Side-note if we assume your ECN-sorting en-framer, this method will also have zero problems... 



*) Not saying I achieve this, but that i try this.


> 
>> 
>> 
>> But since you say both goal 1 examples have the same issue, please elaborate how this affects 1a, and how it affects 1b in a relevant way. 
>> 
> 
> [BB2] Surely you just did.

	[SM] But did I? Method 1a above has no correctness issue with mixed ECN-frames as you seem to admit and method 1b is strictly unfixable with mixed ECN-frames (with separated ECN-frames 1b has no issues) But again, I do not believe that method 1b would fail to work well enough even when occasionally signaling more than a single packet per frame (but have no data to back this up).

> 
>> As far as I can see it is only the elanorate dual counter method that requires special care in this regard.
>> 
>> 
>> 
>> 
>> 
>> 
>>> But I didn't touch them 'cos I had been asked to include that wording verbatim (and like I said, I think it's obvious that one doesn't mix ECN codepoints within the same frame).
>>> 
>> 	[SM] "it's obvious that one doesn't mix ECN codepoints within the same frame" this as a policy will either introduce re-ordering at the en-framer, or will require variable sized frames (at which point one could to 1:1 frame to IP packet framing making things moot again), or partially empty frames (wasting utilisation); it will also make the en-framer (and de-framer) considerably more complex e.g. by requiring multiple queues...
> 
> [BB2] Classification by ECN codepoint shouldn't lead to data reordering.

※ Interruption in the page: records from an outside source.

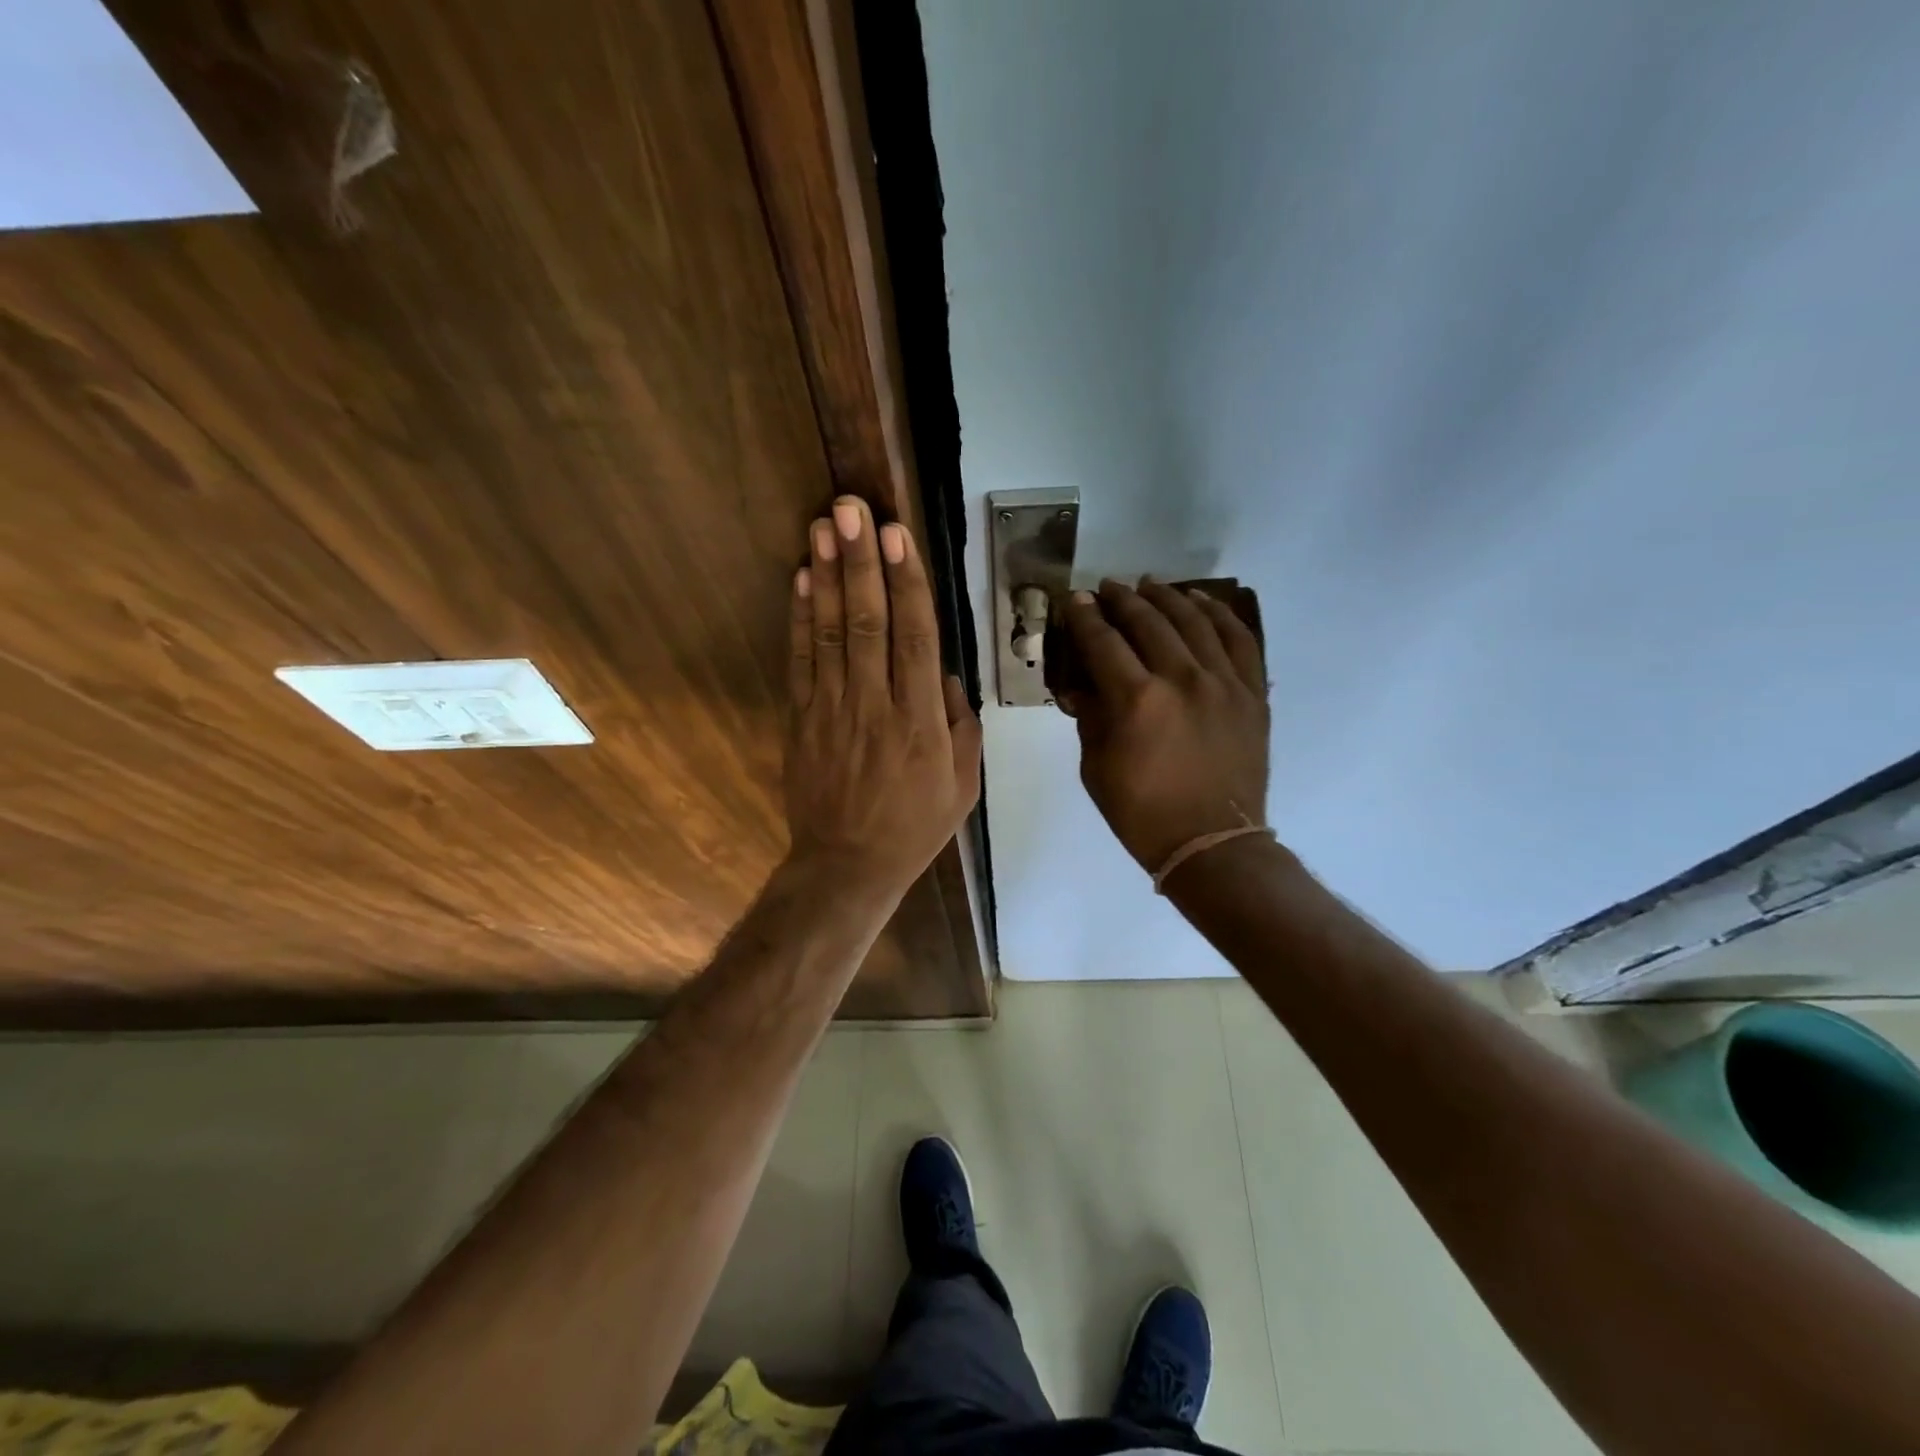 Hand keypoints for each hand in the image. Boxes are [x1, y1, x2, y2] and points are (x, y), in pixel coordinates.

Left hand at [784, 496, 981, 903]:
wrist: (847, 865)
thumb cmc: (914, 826)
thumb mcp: (963, 784)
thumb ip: (961, 726)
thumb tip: (946, 677)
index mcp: (920, 719)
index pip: (915, 637)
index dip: (906, 582)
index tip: (897, 535)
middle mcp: (875, 704)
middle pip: (868, 622)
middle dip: (860, 561)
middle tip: (851, 508)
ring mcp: (832, 709)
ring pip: (830, 632)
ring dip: (826, 576)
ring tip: (823, 526)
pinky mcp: (801, 718)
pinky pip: (800, 661)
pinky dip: (799, 618)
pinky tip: (800, 579)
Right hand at [1061, 579, 1269, 875]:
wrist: (1212, 845)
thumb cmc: (1143, 814)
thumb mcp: (1096, 769)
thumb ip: (1090, 719)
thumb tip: (1081, 686)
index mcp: (1137, 701)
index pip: (1104, 643)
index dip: (1085, 618)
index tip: (1076, 600)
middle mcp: (1182, 680)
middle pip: (1149, 623)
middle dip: (1122, 600)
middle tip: (1107, 588)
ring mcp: (1224, 683)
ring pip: (1194, 621)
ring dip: (1168, 598)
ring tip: (1150, 585)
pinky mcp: (1252, 694)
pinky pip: (1240, 641)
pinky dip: (1220, 615)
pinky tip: (1202, 601)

	[SM] Yeah, but that should is hard to enforce in reality unless "partially empty frames" are used. Heck, consider the framing "by ECN codepoint" which implies that CE marks get their own special queue, but these are rare, so what do we do? The "obvious" solution is to not treat them differently from ECT(0) and ECT(1), but that only works if we treat ECT(0) and ECT(1)in one aggregate, but for L4S we especially do not do that (CE should go with ECT(1))... ceterum censeo that redefining what a CE means is a "present" thst keeps on giving.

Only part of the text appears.